Independente das discussões acadêmicas que tentam determinar a data exata do início dessa nova época geológica, o certo que poucos argumentos podem negar que o ser humano se tornou um agente geológico capaz de causar mudanças marcantes no planeta, da mesma forma que vulcões e asteroides o fizeram no passado. Aceitar esse fato é fundamental porque poderá fazer com que nós possamos refletir e reformular o real papel que desempenhamos no planeta.

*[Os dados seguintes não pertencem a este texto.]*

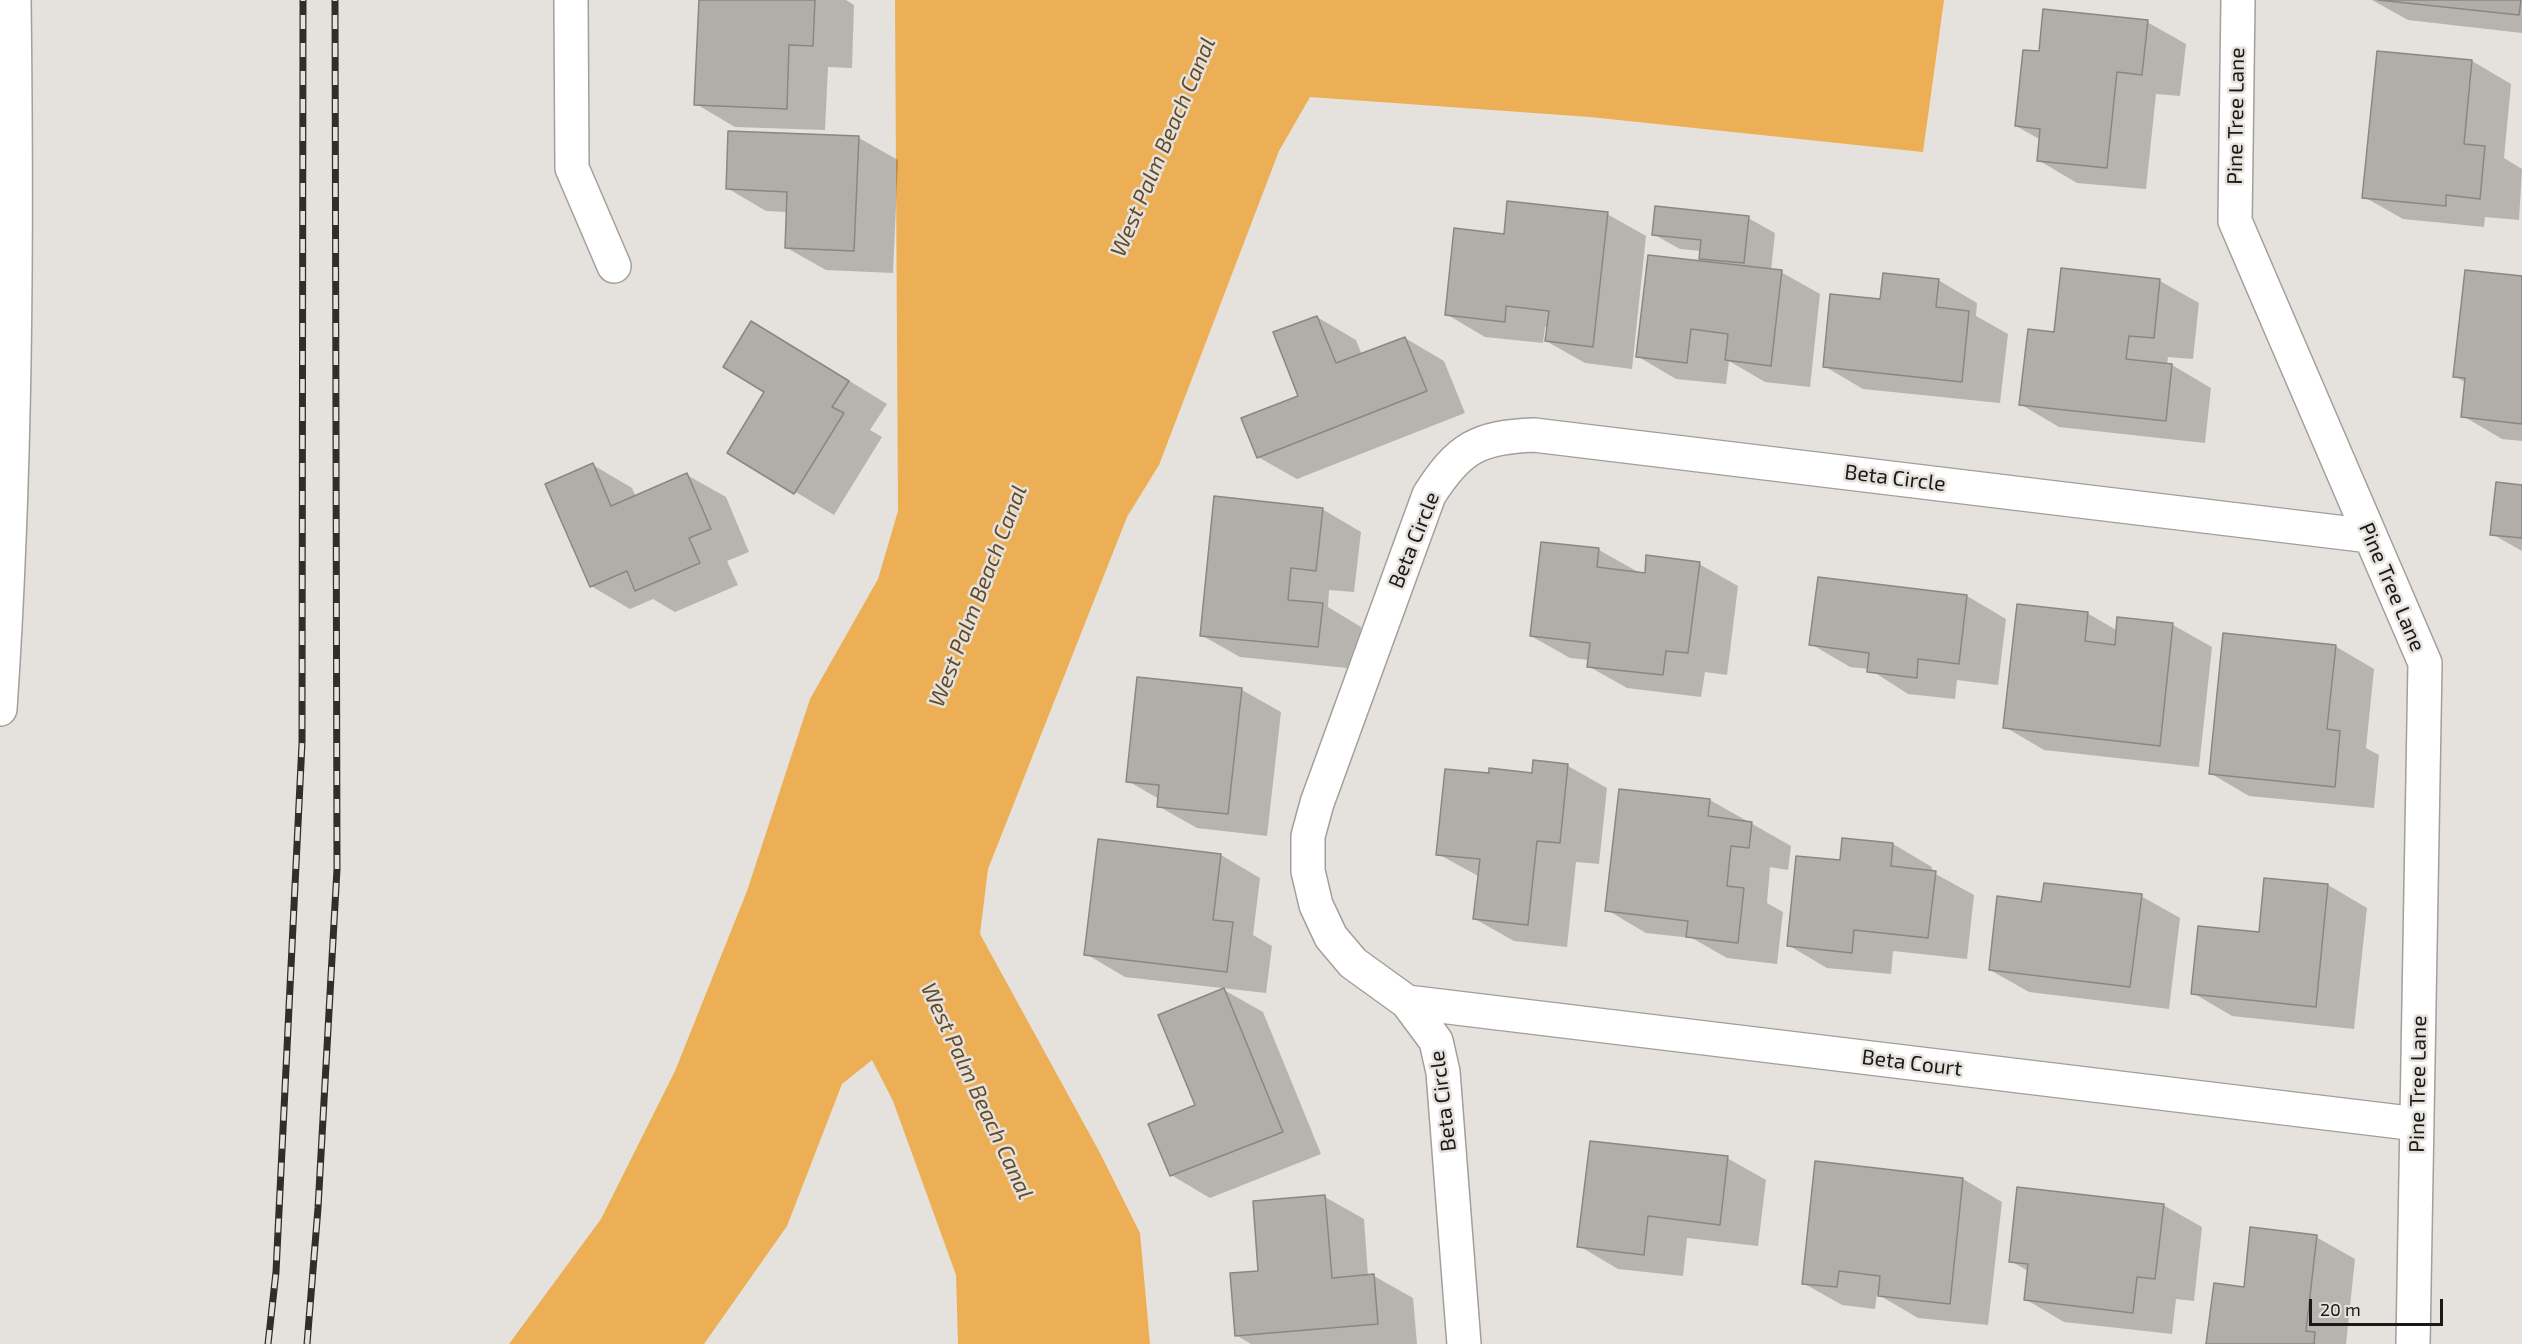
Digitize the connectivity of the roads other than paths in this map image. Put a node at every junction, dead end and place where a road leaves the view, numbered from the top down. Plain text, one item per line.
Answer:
1 (14, 0) edge
2 (571, 0) edge
3 (2238, 0) edge
4 (614, 266) dead end
5 (2370, 536) junction
6 (0, 709) edge
7 (1407, 1002) junction
8 (2417, 1124) junction
9 (1464, 1344) edge
10 (2413, 1344) edge

1 - 6 main road
2 - 4 main road
3 - 5 main road, Pine Tree Lane
5 - 7 main road, Beta Circle
5 - 8 main road, Pine Tree Lane
7 - 8 main road, Beta Court
7 - 9 main road, Beta Circle
8 - 10 main road, Pine Tree Lane

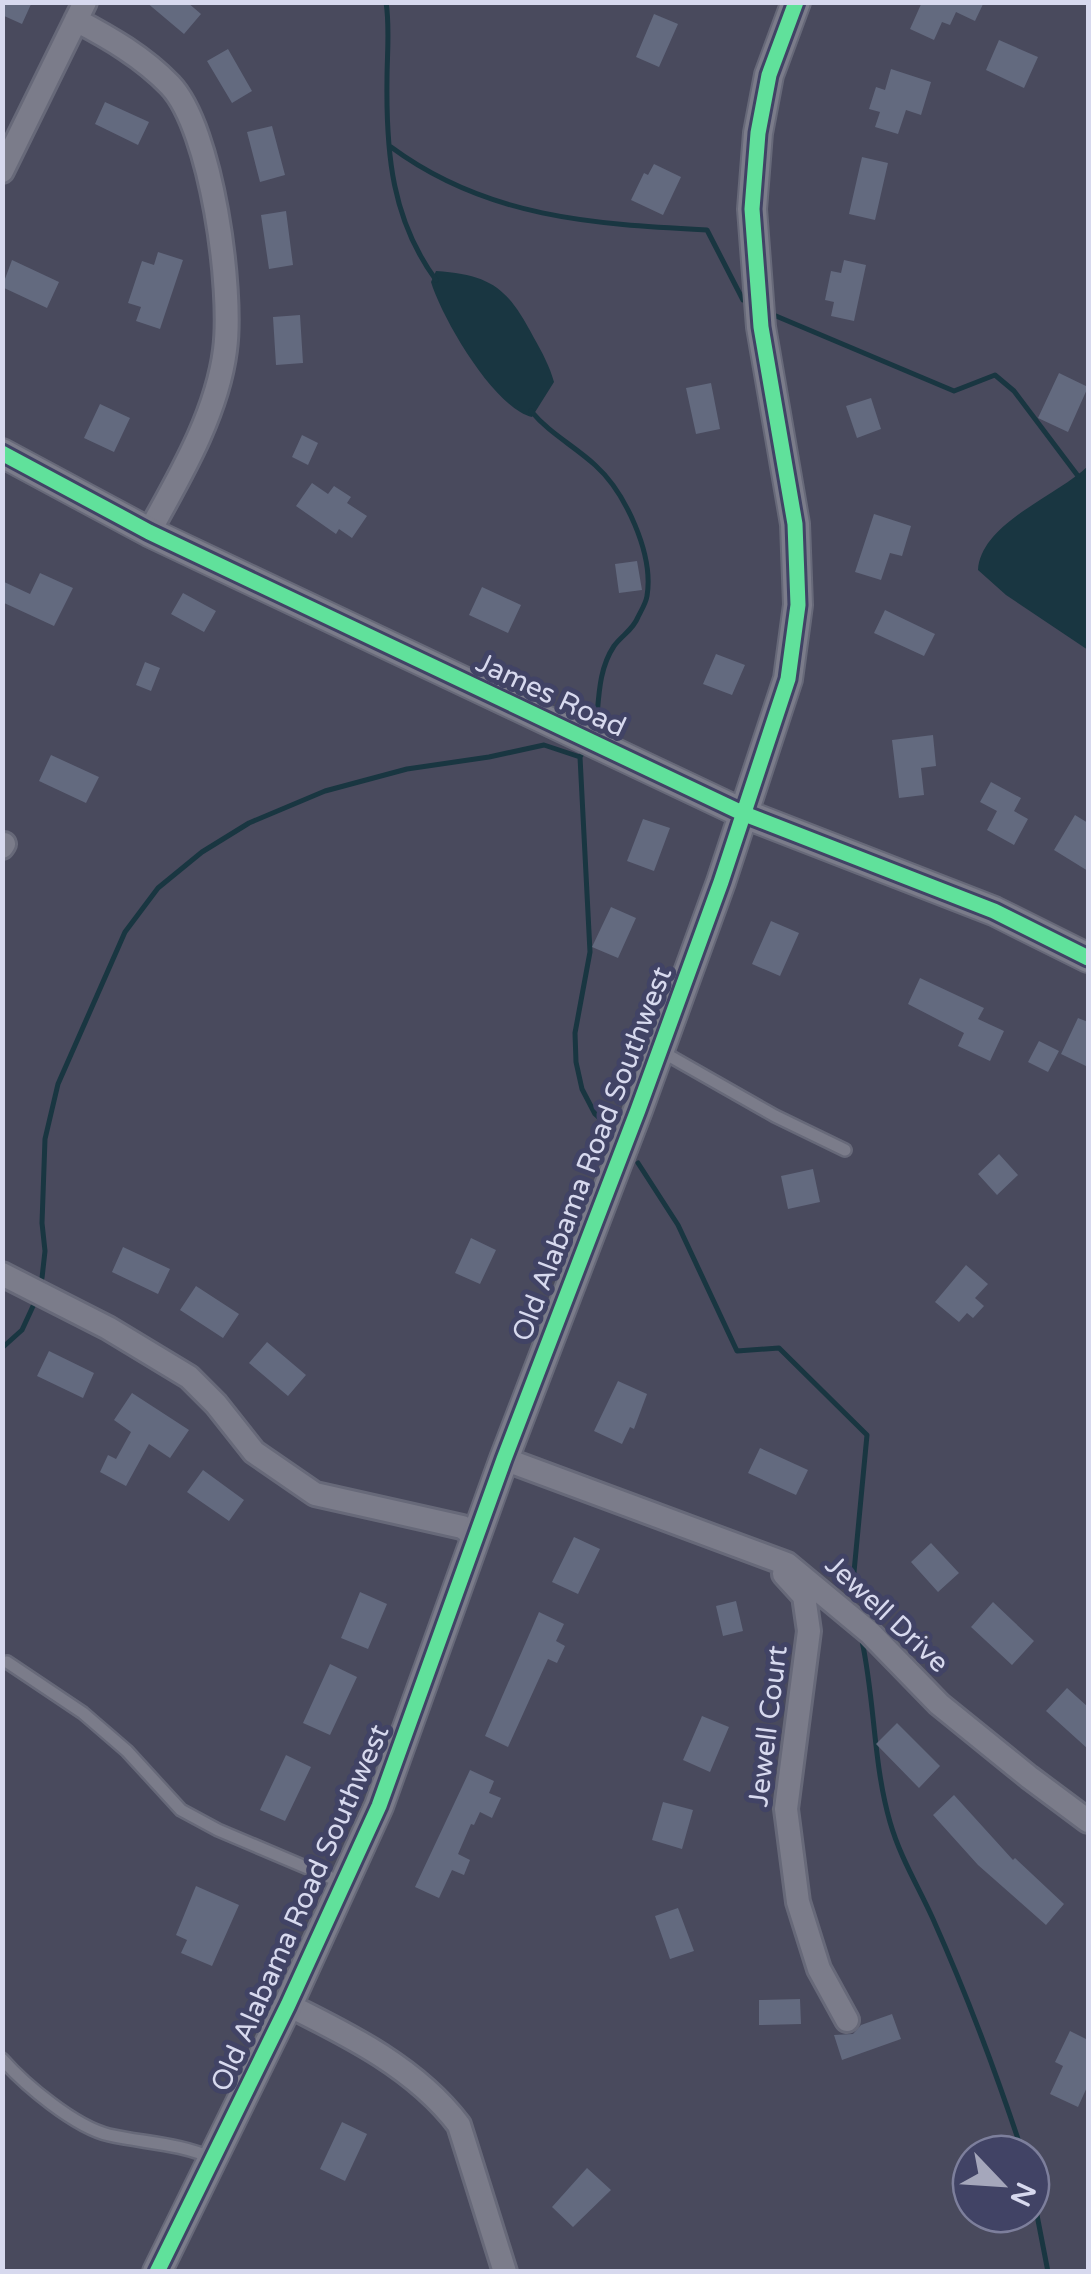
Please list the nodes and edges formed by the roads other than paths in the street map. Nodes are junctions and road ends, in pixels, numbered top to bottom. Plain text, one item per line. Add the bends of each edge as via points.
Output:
1 (796, 2) edge
2 (80, 12) edge
3 (2, 171) edge
4 (2, 453) edge
5 (149, 532) junction
6 (742, 813) junction
7 (1088, 958) edge
8 (658, 1049) junction
9 (844, 1150) dead end
10 (2, 1274) edge
11 (504, 1459) junction
12 (477, 1536) junction
13 (772, 1560) junction
14 (7, 1662) dead end
15 (1088, 1821) edge
16 (343, 1883) junction
17 (288, 2005) junction
18 (847, 2020) dead end
19 (3, 2064) edge
20 (215, 2159) junction
21 (157, 2272) edge
22 (505, 2272) edge

1 - 6 street, Old Alabama Road Southwest via 769,75 752,209 761,327 794,524 798,605 788,679
2 - 3 street
2 - 5 street via 172,87 192,123 228,286 225,352 198,444
4 - 5 street, James Road
5 - 6 street, James Road
6 - 7 street, James Road via 994,911
6 - 8 street, Old Alabama Road Southwest
8 - 9 lane
8 - 11 street, Old Alabama Road Southwest
10 - 12 street via 189,1376 254,1452 314,1494 462,1526
11 - 12 street, Old Alabama Road Southwest
11 - 13 street, Jewell Drive
12 - 16 street, Old Alabama Road Southwest via 379,1806
13 - 15 street, Jewell Drive via 823,1591 940,1704
13 - 18 street, Jewell Court via 804,1596 810,1631 786,1809 798,1902 819,1969
14 - 16 lane via 83,1713 181,1810
16 - 17 street, Old Alabama Road Southwest
17 - 20 street, Old Alabama Road Southwest
17 - 22 street via 380,2055 444,2105 458,2124
19 - 20 lane via 69,2117 102,2134 190,2148
20 - 21 street, Old Alabama Road Southwest

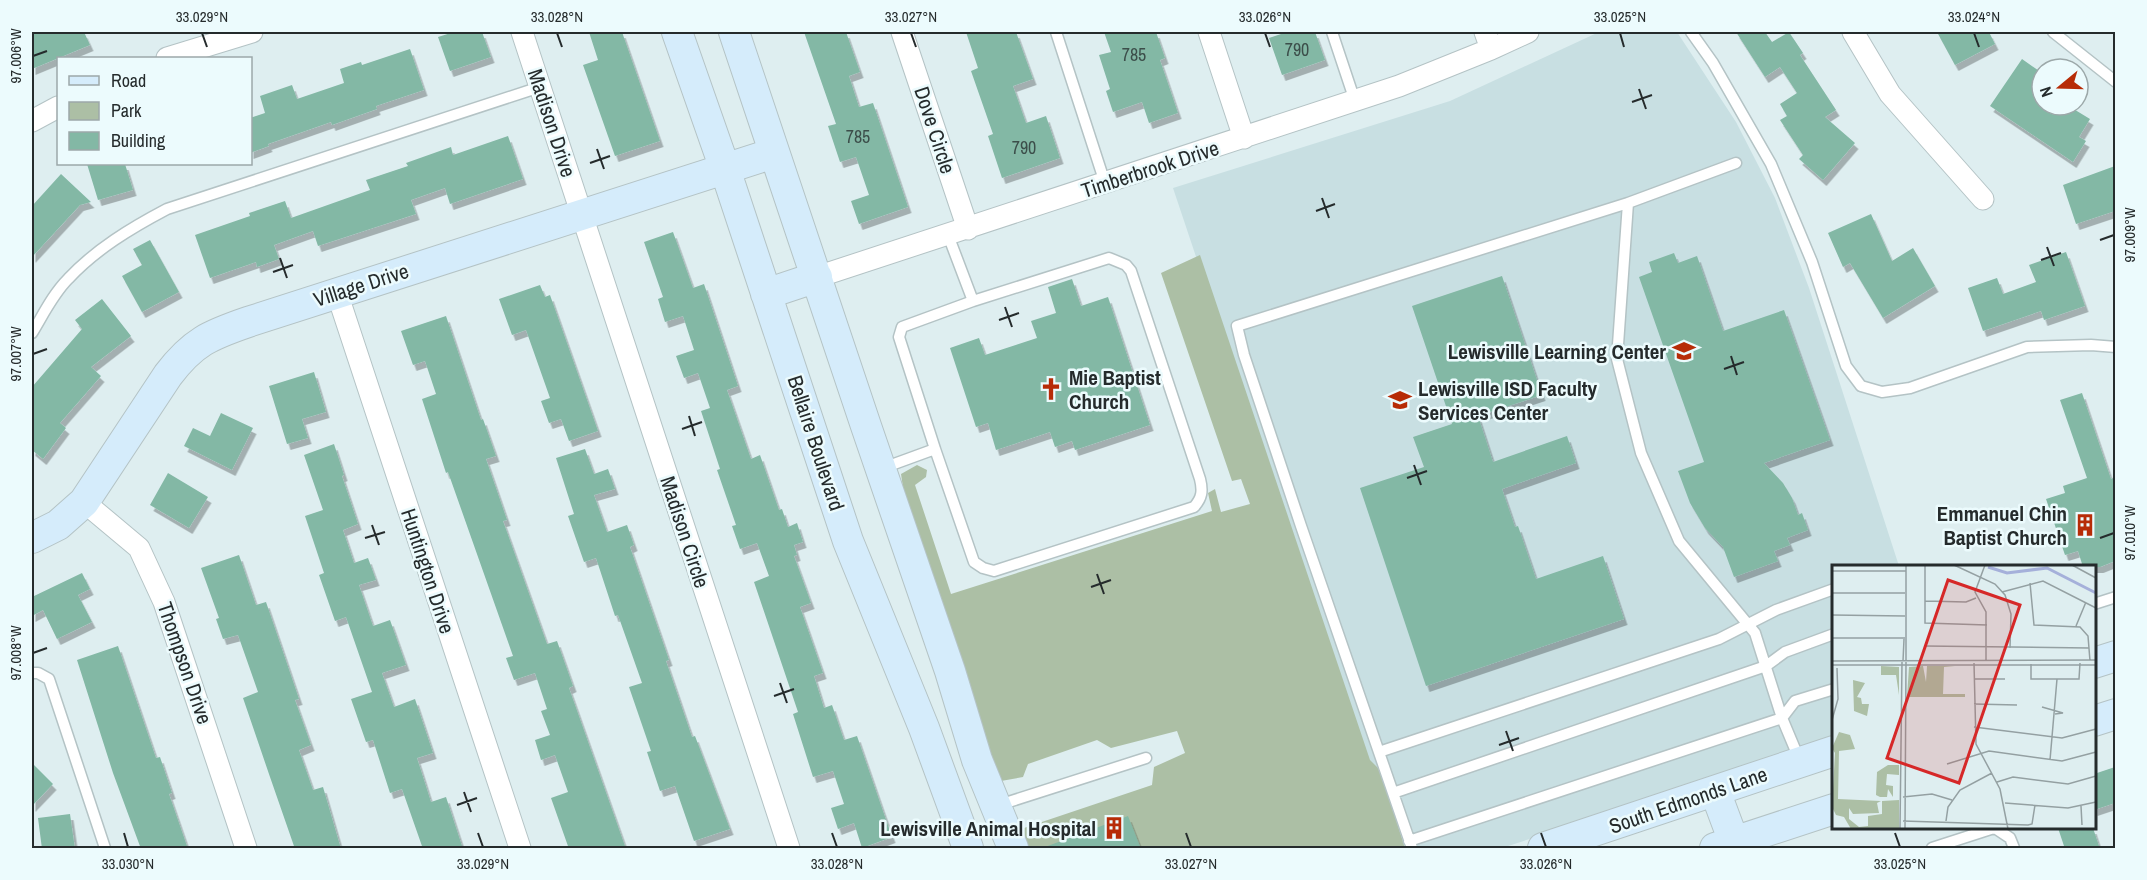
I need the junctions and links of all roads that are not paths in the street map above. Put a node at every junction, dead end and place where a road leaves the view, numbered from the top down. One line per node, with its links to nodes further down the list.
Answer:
1 (252, 32): 14 (street)
2 (522, 32): 16 (street, Madison Drive)
3 (677, 32): 23 (main road, Bellaire Boulevard)
4 (734, 32): 21 (main road)
5 (902, 32): 28 (street, Dove Circle)
6 (1056, 32): 24 (lane)
7 (1209, 32): 20 (street)
8 (1332, 32): 17 (lane)
9 (1528, 32): 13 (street, Timberbrook Drive)
10 (1691, 32): 34 (lane)
11 (1853, 32): 25 (street)
12 (2053, 32): 15 (lane)
13 (1488, 40): 17 (street, Timberbrook Drive)
14 (170, 57)
15 (2115, 82)
16 (540, 87): 27 (street, Madison Drive); 33 (lane)
17 (1355, 101): 20 (street, Timberbrook Drive)
18 (57, 108): 19 (street)
19 (32, 122)
20 (1244, 138): 24 (street, Timberbrook Drive)
21 (774, 153): 23 (main road, Village Drive); 29 (main road)
22 (1736, 162): 26 (lane)
23 (725, 169): 27 (main road, Village Drive); 31 (main road, Bellaire Boulevard)
24 (1105, 183): 28 (street, Timberbrook Drive)
25 (1983, 199)
26 (1628, 203): 42 (lane); 53 (lane)
27 (581, 215): 30 (main road, Village Drive); 67 (street, Madison Circle)
28 (958, 232): 29 (street, Timberbrook Drive); 32 (lane)
29 (817, 277): 31 (main road, Timberbrook Drive); 36 (main road)
30 (337, 293): 37 (main road, Village Drive); 66 (street, Huntington Drive)
31 (766, 294): 68 (main road, Bellaire Boulevard)
32 (972, 301): 35 (lane); 35 (lane)
33 (32, 333)
34 (2115, 348)
35 (935, 449): 36 (lane)
36 (880, 469): 58 (main road)
37 (84, 502): 38 (main road, Village Drive); 65 (street, Thompson Drive)
38 (32, 538)
39 (1832, 589): 42 (lane)
40 (2115, 597): 41 (lane)
41 (2096, 603)
42 (1748, 624): 46 (lane); 53 (lane)
43 (1832, 634): 46 (lane)
44 (2115, 656): 45 (main road)
45 (2096, 662)
46 (1766, 666): 50 (lane); 57 (lane)
47 (32, 673): 64 (lane)
48 (1832, 689): 50 (lane)
49 (2115, 714): 51 (main road)
50 (1782, 718): 55 (lane); 62 (lane)
51 (2096, 720)
52 (1832, 751): 55 (main road, South Edmonds Lane)
53 (1379, 752): 57 (lane)
54 (1146, 758): 58 (lane)
55 (1800, 762): 56 (main road, South Edmonds Lane)
56 (1715, 790): 63 (main road); 70 (main road, South Edmonds Lane)
57 (1393, 793): 62 (lane)
58 (996, 806): 69 (main road)
59 (1832, 809): 63 (main road)
60 (1991, 829): 71 (lane)
61 (1996, 829): 72 (lane)
62 (1411, 845)
63 (1728, 846)
64 (105, 849)
65 (246, 849)
66 (520, 849)
67 (789, 849)
68 (968, 849)
69 (1013, 849)
70 (1542, 849)
71 (1932, 849)
72 (2013, 849)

Um editorial da revista Nature de março de 2015 coloca números preocupantes: desde o final da segunda guerra a população mundial aumentou 180%, o uso de água 215% e o consumo de energia 375%. A revista advoga para que a Comissão Internacional de Estratigrafia insira o Antropoceno na escala geológica oficial porque isso encorajaria uma atitude mental da população importante não apenas para compreender as transformações que estão em curso no momento, mas também para saber como agir para manejar a situação.
Obs.: em um próximo artigo sobre o Antropoceno discutiremos um interessante artigo de uma pesquisadora australiana que prega que o Antropoceno aumenta os riscos de um futuro do nosso planeta sem democracia e sem seres humanos.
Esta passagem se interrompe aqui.